On Dec 18, 5:01 pm, Phrogz [email protected] wrote:

I wanted a method like Hash#update, but that preserved the values from
both the original and argument Hash. A little searching failed to find
it. (I did find that someone somewhere wrote a Hash#collate that’s in
my ri docs, but who knows where it came from. Its description appears
not to do at all what I wanted, anyhow.)

So, I wrote my own. Comments welcome. Efficiency patches particularly
welcome. Under a different name, perhaps Trans might consider it for
inclusion in Facets.

Please find properly-formatted code @ http://pastie.caboo.se/130291
Sorry for the extra noise.

Phrogz wrote:

{ :a=>1, :b=>2 }.collate :a=>3, :b=>4, :c=>5

#=> { :a=>[1,3], :b=>[2,4], :c=>[5] }

Do these two give the same result? Does it matter?

{ :a=>1, :b=>2 }.collate :a=>3, :b=>4, :c=>5
{ :a=>1, :b=>2, :c=>5 }.collate :a=>3, :b=>4

On Dec 18, 5:16 pm, Joel VanderWerf [email protected] wrote:

Phrogz wrote:

{ :a=>1, :b=>2 }.collate :a=>3, :b=>4, :c=>5

#=> { :a=>[1,3], :b=>[2,4], :c=>[5] }

Do these two give the same result? Does it matter?

{ :a=>1, :b=>2 }.collate :a=>3, :b=>4, :c=>5
{ :a=>1, :b=>2, :c=>5 }.collate :a=>3, :b=>4

They don’t. In my particular use case today, I only used the result as
a set, so a proper Set might have been more appropriate. But I don’t
know; I think that preserving the order is probably useful, at least
when not using the #uniq option. (I’m thinking perhaps of a case where
you’re specifying a series of fallback results for a variety of
options.)

Totally up for grabs, though, if there’s a faster, more elegant
solution that doesn’t use that.

On Dec 18, 7:05 pm, Phrogz [email protected] wrote:

I wanted a method like Hash#update, but that preserved the values from
both the original and argument Hash. A little searching failed to find
it. (I did find that someone somewhere wrote a Hash#collate that’s in
my ri docs, but who knows where it came from. Its description appears
not to do at all what I wanted, anyhow.)

That’s from Facets, probably. But the latest version of Facets renamed
it to #mash, for “map hash”, which is more descriptive of what it
does. (#collate remains an alias for the time being).

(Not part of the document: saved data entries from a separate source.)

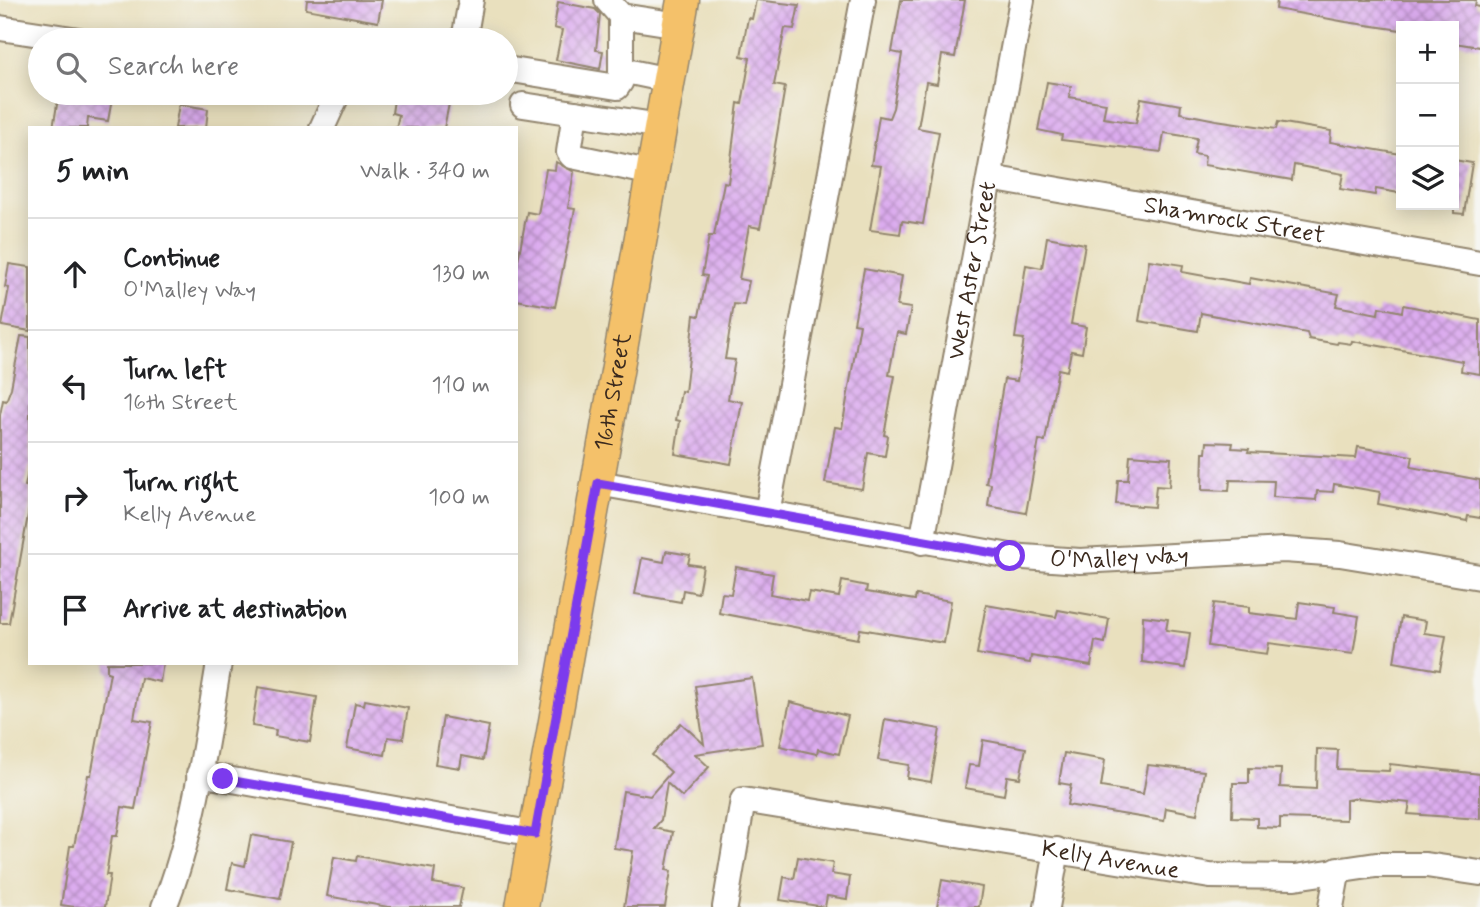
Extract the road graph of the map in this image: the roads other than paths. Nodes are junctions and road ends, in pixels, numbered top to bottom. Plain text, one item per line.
1 (471, 0) edge
2 (863, 0) edge
3 (1022, 0) edge
4 (614, 8) edge
5 (681, 12) edge
6 (0, 28) edge
7 (466, 28) edge
8 (28, 32) edge
9 (518, 71) edge
10 (621, 71) junction
11 (669, 80) junction
12 (333, 105) edge
13 (523, 105) dead end
14 (575, 114) junction
15 (323, 126) edge
16 (661, 127) junction
17 (653, 173) junction
18 (990, 178) junction
19 (1480, 263) edge
20 (598, 483) junction
21 (767, 513) junction
22 (922, 542) junction
23 (1480, 577) edge
24 (219, 665) edge
25 (199, 774) junction
26 (535, 834) junction
27 (1057, 850) junction
28 (1338, 869) junction
29 (1480, 873) edge
30 (164, 907) edge
31 (522, 907) edge
32 (725, 907) edge
33 (1047, 907) edge
34 (1331, 907) edge

1 - 7 street
2 - 21 street
3 - 18 street, West Aster Street
4 - 5 street
4 - 10 street
5 - 11 main road, 16th Street
6 - 8 street
9 - 10 street
10 - 11 street
11 - 16 main road, 16th Street
12 - 15 street
13 - 14 street
14 - 16 street
14 - 17 street
16 - 17 main road, 16th Street
17 - 20 main road, 16th Street
18 - 19 street, Shamrock Street
18 - 22 street, West Aster Street
20 - 21 street, O'Malley Way
20 - 26 main road, 16th Street
21 - 22 street, O'Malley Way
22 - 23 street, O'Malley Way
24 - 25 street
25 - 26 street
25 - 30 street
26 - 31 main road, 16th Street
27 - 28 street, Kelly Avenue
27 - 32 street, Kelly Avenue
27 - 33 street
28 - 29 street, Kelly Avenue
28 - 34 street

I like your definition --actually I’m surprised I haven’t worked this
functionality into Facets yet. I guess I thought #weave took care of
it, but that’s slightly different b/c it only combines arrays if the
value is already an array. So I’m going to add this to Facets. A
couple thoughts though…

The options don’t feel quite right. Maybe it would more versatile to
define #uniq on Hash? So then

{ :a=>1, :b=>2 }.collate( { :a=>1, :b=>3 } ).uniq
#=> { :a=>[1], :b=>[2,3] }

As for preserving the arrays, I’m not sure. Is that really all that
useful? Well, if it is it seems like a better definition for Hash#zip.

T.

On Dec 18, 7:49 pm, Phrogz [email protected] wrote:

not to do at all what I wanted, anyhow.)

up and need to be preserved.

I would dearly love to get rid of the options hash altogether,
though. :slight_smile:

One alternative would be to drop the idea of preserving collation
order altogether, and instead accumulate the results as a Set.
Although the method would still need to branch on value type (since
set1 << set2 isn’t the same as set1.merge set2), it seems far less
likely that someone would have a Hash whose values were Sets and
wanted to maintain each set as a distinct ‘value’ during collation.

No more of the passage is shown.